Fabulous place is a lewd turn-based deck-builder with a fantasy theme.
No. Woot! Woot!
Hours of Gameplay?
Two or three hours. . . ?
No, not necessary.
Fight through wave-after-wave of enemies and collect cards to bolster your attacks. Before entering battle, you must choose one of three “rows” from the world map. Each row has an assortment of enemies and chests; the idea is to choose the path of least resistance (and greatest reward!) Combat is turn-based, and you battle using a five-card hand (which automatically replenishes). After every battle, you get to add a new card to your deck! Most cards require “magic” (though it’s regularly translated as “turns”), which is regenerated every turn. Many attacks are situational or based on timers, so it’s wise to consider your magic and targets carefully. You can also heal and defend but the best defense is total offense.
I liked this game (when it worked), so let’s talk about improvement!

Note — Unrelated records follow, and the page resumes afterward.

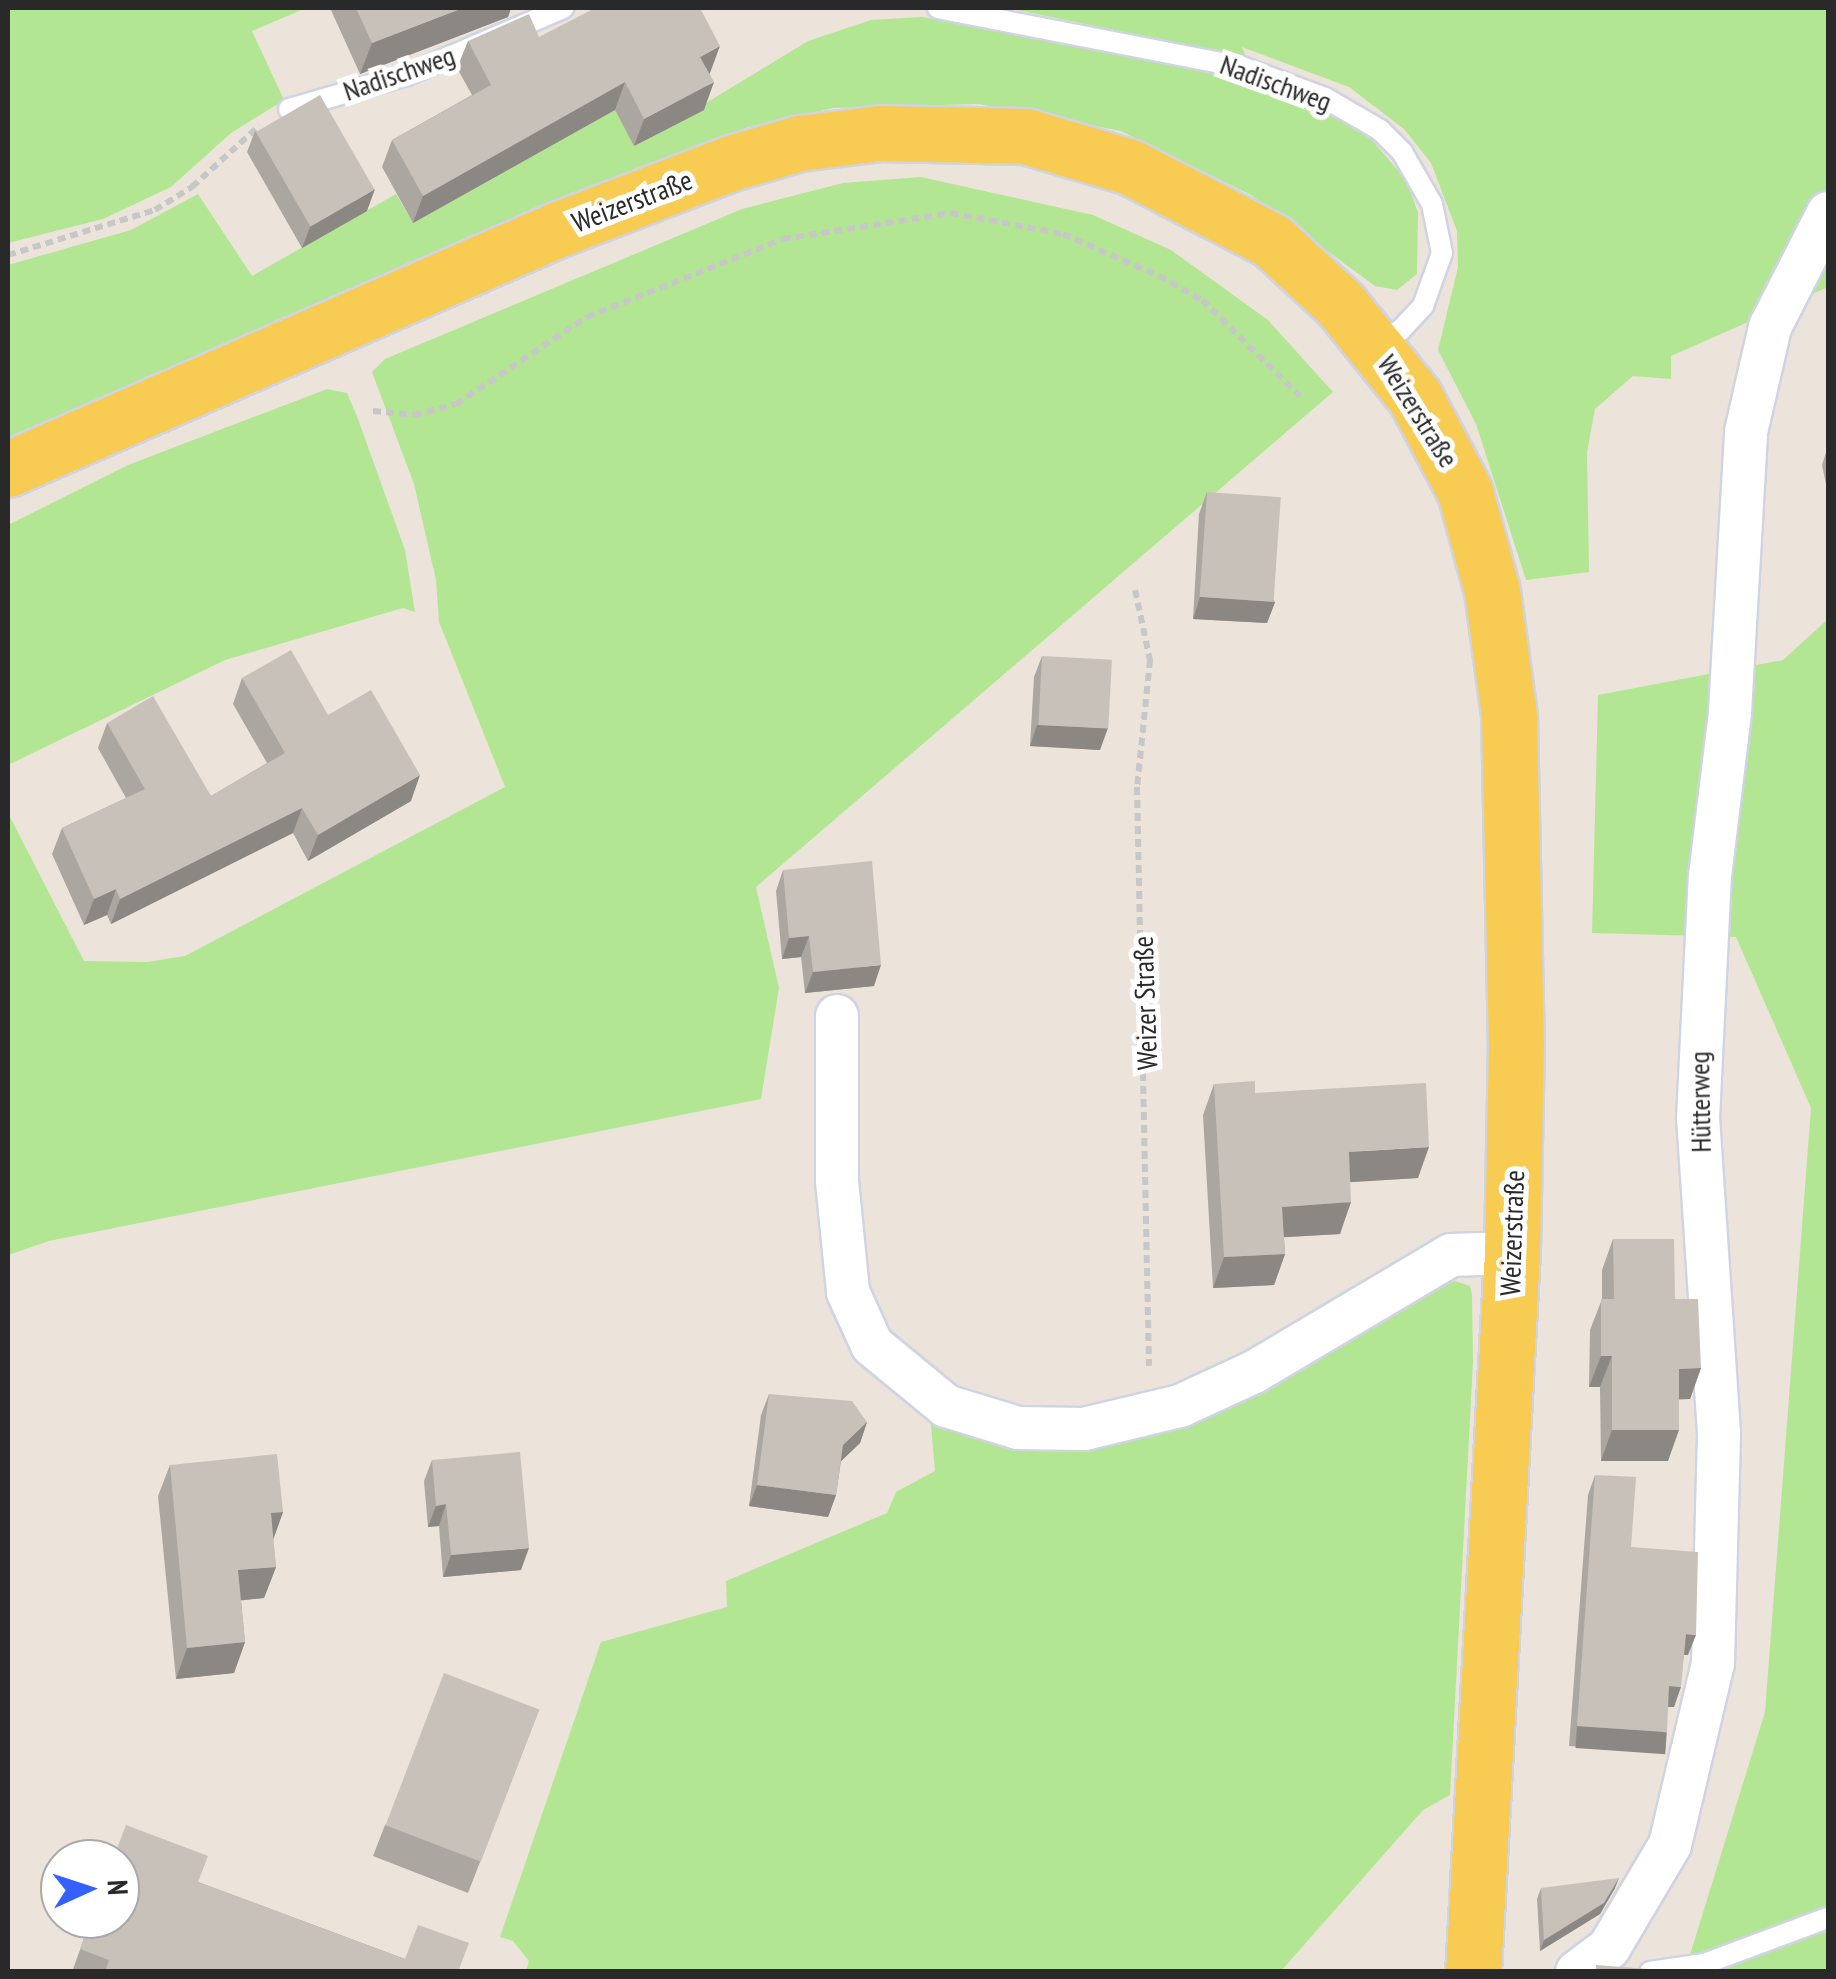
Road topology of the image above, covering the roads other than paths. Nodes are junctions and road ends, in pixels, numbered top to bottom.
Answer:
1 (563, 8) edge
2 (938, 8) edge
3 (289, 109) edge
4 (1828, 212) edge
5 (1386, 336) junction
6 (8, 469) edge
7 (837, 1016) dead end
8 (1512, 1253) junction
9 (1828, 1918) edge
10 (1584, 1970) edge
11 (1473, 1972) edge
12 (1650, 1972) edge

1 - 3 lane, Nadischweg
2 - 5 lane, Nadischweg
4 - 10 street, Hütterweg
5 - 6 main road, Weizerstraße
5 - 8 main road, Weizerstraße
7 - 8 street
8 - 11 main road, Weizerstraße
9 - 12 lane

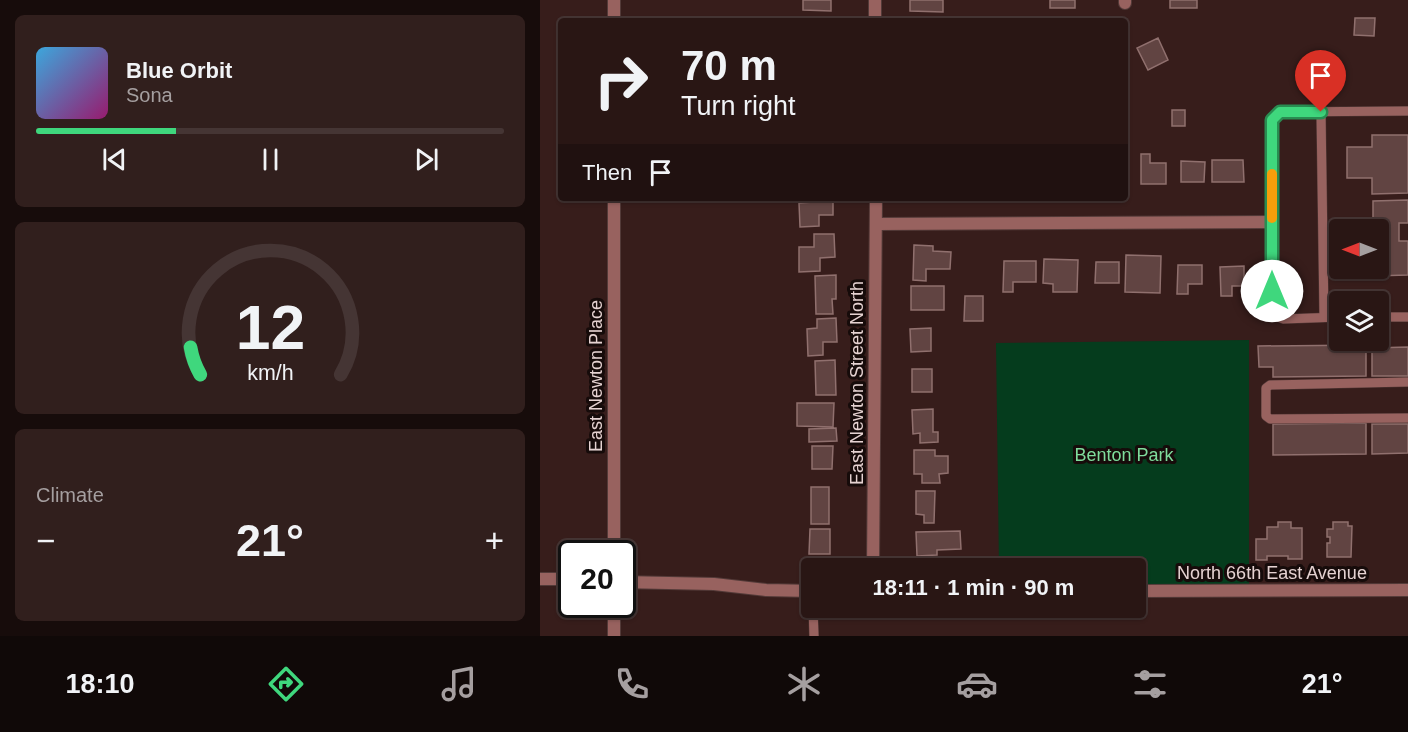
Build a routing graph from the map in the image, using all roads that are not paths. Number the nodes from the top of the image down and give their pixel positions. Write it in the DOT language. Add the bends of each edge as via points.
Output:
graph roads {
  1 [pos="614,0"];
  2 [pos="875,0"];
  3 [pos="614,18"];
  4 [pos="875,18"];
  5 [pos="1408,111"];
  6 [pos="1321,112"];
  7 [pos="614,201"];
  8 [pos="876,201"];
  9 [pos="1272,222"];
  10 [pos="876,224"];
  11 [pos="1389,317"];
  12 [pos="1408,317"];
  13 [pos="1324,318"];
  14 [pos="1329,318"];
  15 [pos="1408,382"];
  16 [pos="1408,418"];
  17 [pos="614,540"];
  18 [pos="873,558"];
  19 [pos="540,579"];
  20 [pos="558,579"];
  21 [pos="636,582"];
  22 [pos="1408,590"];
  23 [pos="801,591"];
  24 [pos="1146,591"];
  25 [pos="614,618"];
  26 [pos="813,618"];
  27 [pos="614,636"];
  28 [pos="814,636"];
  1 -- 3 [label="street"];
  2 -- 4 [label="street"];
  5 -- 6 [label="lane"];
  6 -- 9 [label="lane" via="1280,112 1272,120"];
  6 -- 13 [label="lane"];
  7 -- 17 [label="street, East Newton Place"];
  8 -- 10 [label="street, East Newton Street North"];
  9 -- 10 [label="street"];
  9 -- 13 [label="lane" via="1272,314 1283,319"];
  10 -- 18 [label="street, East Newton Street North"];
  11 -- 12 [label="lane"];
  13 -- 14 [label="lane"];
  15 -- 16 [label="lane" via="1270,385 1266,388 1266,416"];
  19 -- 20 [label="street"];
  21 -- 23 [label="street"];
  22 -- 24 [label="street, North 66th East Avenue"];
  25 -- 27 [label="street"];
  26 -- 28 [label="lane"];
}
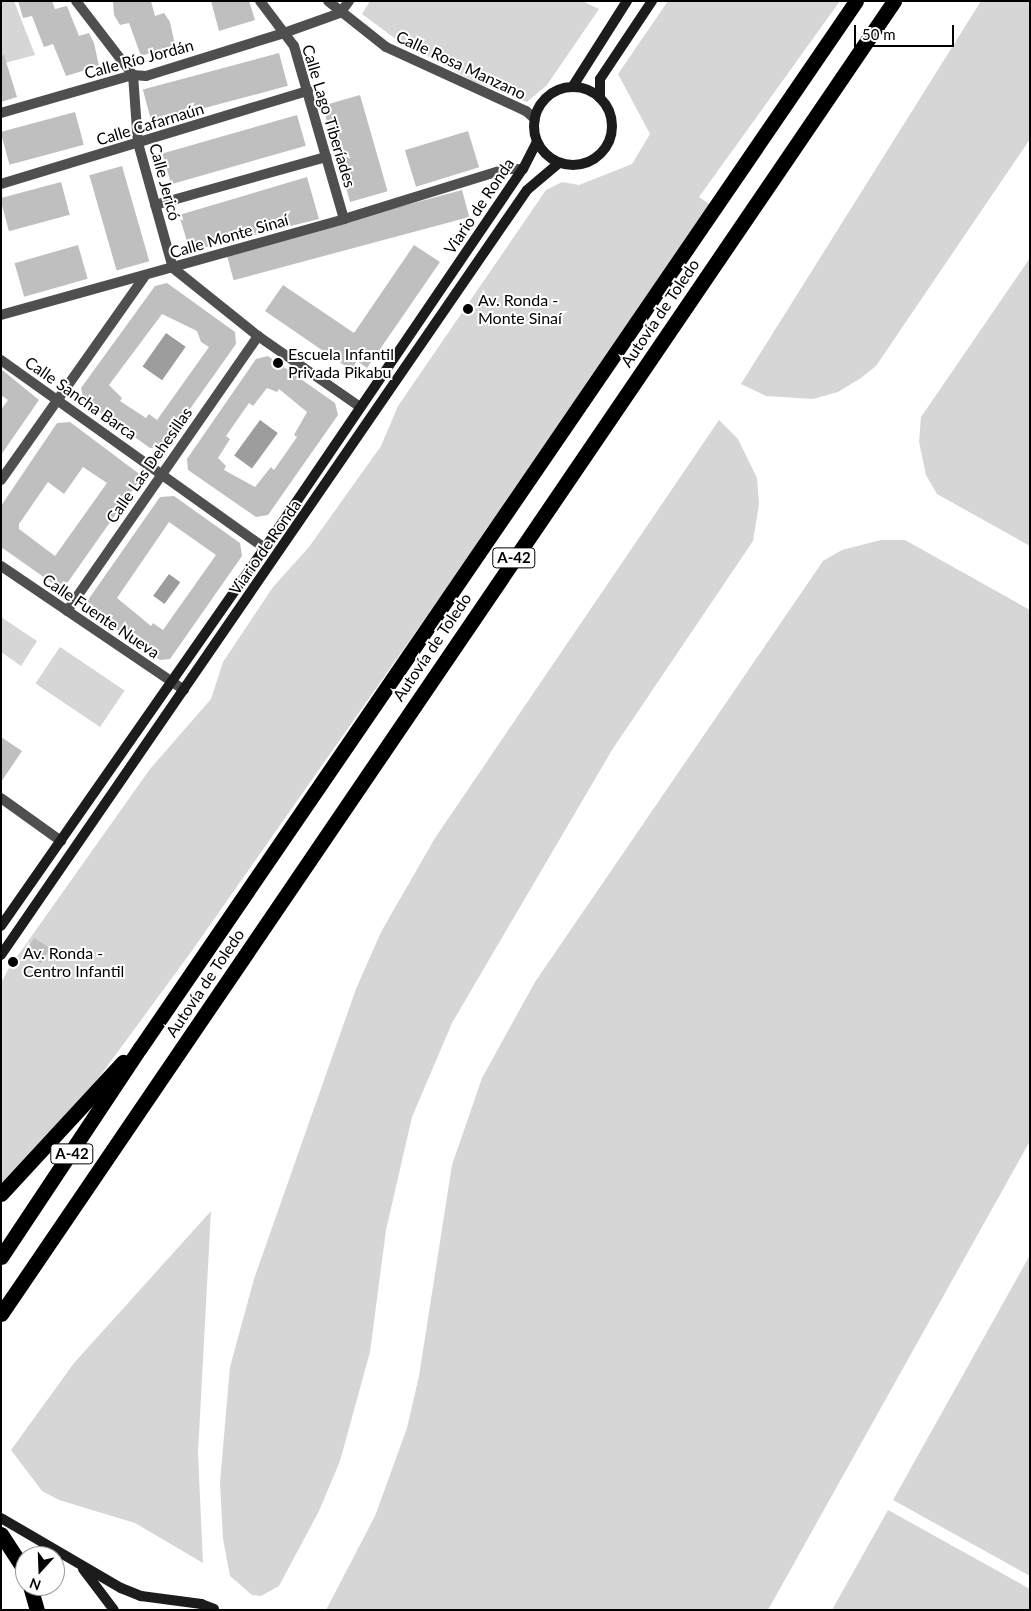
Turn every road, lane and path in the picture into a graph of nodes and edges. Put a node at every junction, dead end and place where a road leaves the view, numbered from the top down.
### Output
1 (76, 1) edge
2 (260, 1) edge
3 (328, 1) edge
4 (349, 1) edge
5 (627, 1) edge
6 (652, 1) edge
7 (856, 1) edge
8 (894, 1) edge
9 (340, 13) junction
10 (284, 33) junction
11 (133, 75) junction
12 (573, 86) junction
13 (308, 91) junction
14 (600, 98) junction
15 (1, 113) edge
16 (535, 119) junction
17 (138, 143) junction
18 (536, 143) junction
19 (326, 157) junction
20 (559, 163) junction
21 (523, 169) junction
22 (1, 184) edge
23 (155, 205) junction
24 (344, 219) junction
25 (174, 268) junction
26 (144, 276) junction
27 (1, 315) edge
28 (258, 336) junction
29 (1, 360) edge
30 (59, 402) junction
31 (360, 408) junction
32 (161, 473) junction
33 (1, 480) edge
34 (265, 548) junction
35 (1, 566) edge
36 (67, 611) junction
37 (173, 682) junction
38 (184, 690) junction
39 (1, 798) edge
40 (61, 841) junction
41 (1, 926) edge
42 (1, 955) edge
43 (140, 1048) junction
44 (1, 1194) edge
45 (1, 1257) edge
46 (1, 1314) edge
47 (1, 1517) edge
48 (1, 1534) edge
49 (15, 1556) edge
50 (77, 1563) junction
51 (33, 1596) edge
52 (37, 1610) edge
53 (114, 1610) edge
54 (214, 1610) edge

1 - 11 street
2 - 10 street, Calle Lago Tiberíades
3 - 9 street, Calle Rosa Manzano
4 - 9 street
5 - 12 main road
6 - 14 main road
7 - 43 highway, Autovía de Toledo / A-42
8 - 46 highway, Autovía de Toledo / A-42
9 - 10 street, Calle Río Jordán
9 - 16 street, Calle Rosa Manzano
10 - 11 street, Calle Río Jordán
10 - 13 street, Calle Lago Tiberíades
11 - 15 street, Calle Río Jordán
11 - 17 street, Calle Jericó
12 - 14 main road
12 - 16 main road
13 - 17 street, Calle Cafarnaún
13 - 19 street, Calle Lago Tiberíades
14 - 20 main road
16 - 18 main road
17 - 22 street, Calle Cafarnaún
17 - 23 street, Calle Jericó
18 - 20 main road
18 - 21 main road, Viario de Ronda
19 - 23 street
19 - 24 street, Calle Lago Tiberíades
20 - 38 main road, Viario de Ronda
21 - 24 street, Calle Monte Sinaí
21 - 31 main road, Viario de Ronda
23 - 25 street, Calle Jericó
24 - 25 street, Calle Monte Sinaí
25 - 26 street, Calle Monte Sinaí
25 - 28 street
26 - 27 street, Calle Monte Sinaí
26 - 30 street
28 - 31 street
28 - 32 street, Calle Las Dehesillas
29 - 30 street, Calle Sancha Barca
30 - 32 street, Calle Sancha Barca
30 - 33 street
31 - 34 main road, Viario de Ronda
32 - 34 street, Calle Sancha Barca
32 - 36 street, Calle Las Dehesillas
34 - 37 main road, Viario de Ronda
35 - 36 street, Calle Fuente Nueva
36 - 37 street, Calle Fuente Nueva
37 - 38 street, Calle Fuente Nueva
37 - 40 main road, Viario de Ronda
38 - 42 main road, Viario de Ronda
39 - 40 street
40 - 41 main road, Viario de Ronda
43 - 44 highway
43 - 45 highway, Autovía de Toledo / A-42
47 - 50 main road
48 - 49 highway
50 - 53 main road
50 - 54 main road
51 - 52 highway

Though you collect cards, Fabulous place isn’t much of a deck-building game (and that’s a shame!) You can’t get rid of anything from your deck; as enemies become stronger, it becomes necessary to combo powerful cards. Unfortunately, your deck is always mucked by the awful cards that (A) you started with or (B) were forced to collect. The cards themselves aren’t well balanced; there are many cards that are rendered completely obsolete by equally or less expensive counterparts. Also, enemies become way too strong, way too quick — though my deck grew stronger, I found myself unable to win anymore battles after about an hour of play.
There is no story (and I’m not making one up.)
The titlescreen is pretty, but considering the lack of story or context I’m going to call it stock. I would have liked to have seen the heroine (or maybe even the villain if there is one) — if there’s a budget for a gallery, there’s a budget for a cool titlescreen. There are no user-preferences to adjust; the gearbox icon is just for show. The user-interface is hit or miss, but it’s easy to navigate. The worst part of the UI is the poorly-worded English. When viewing CGs from the gallery, you can’t hide the user-interface or pan the image. Considering the first image is cut-off at the bottom, there should be a means to view the whole CG.
The protagonist and her enemies can go bare-breasted; you go topless based on damage, but the enemies go topless based on “Undress” attacks. I enjoyed the art-style of the sprites, so seeing them half-nakie was pretty dope. Each enemy also has an unlockable, static CG that is rendered in a more realistic style (and also topless!) There are ten pieces to unlock in the gallery, and the craftmanship on them is excellent! However, I would have preferred to have seen more artwork based on the character sprites; or better yet, bottomlessness and toplessness!
I can’t recommend this game in its current state. This game is a buggy trainwreck; I almost gave up after the first fight, because I though the game was completely, and utterly broken. But I didn’t give up on Fabulous place! This is just the sort of game I love playing, and I was determined to see what it had to offer. Fabulous place could be an awesome game (especially for the price tag), but it suffers from a gross lack of gameplay balance and seldom rewarding nudity. I loved the animated tiddies, and though the gallery holds impressive artwork it wasn’t what I wanted. I had high hopes for this title, but they were squashed as I came to face one too many bugs.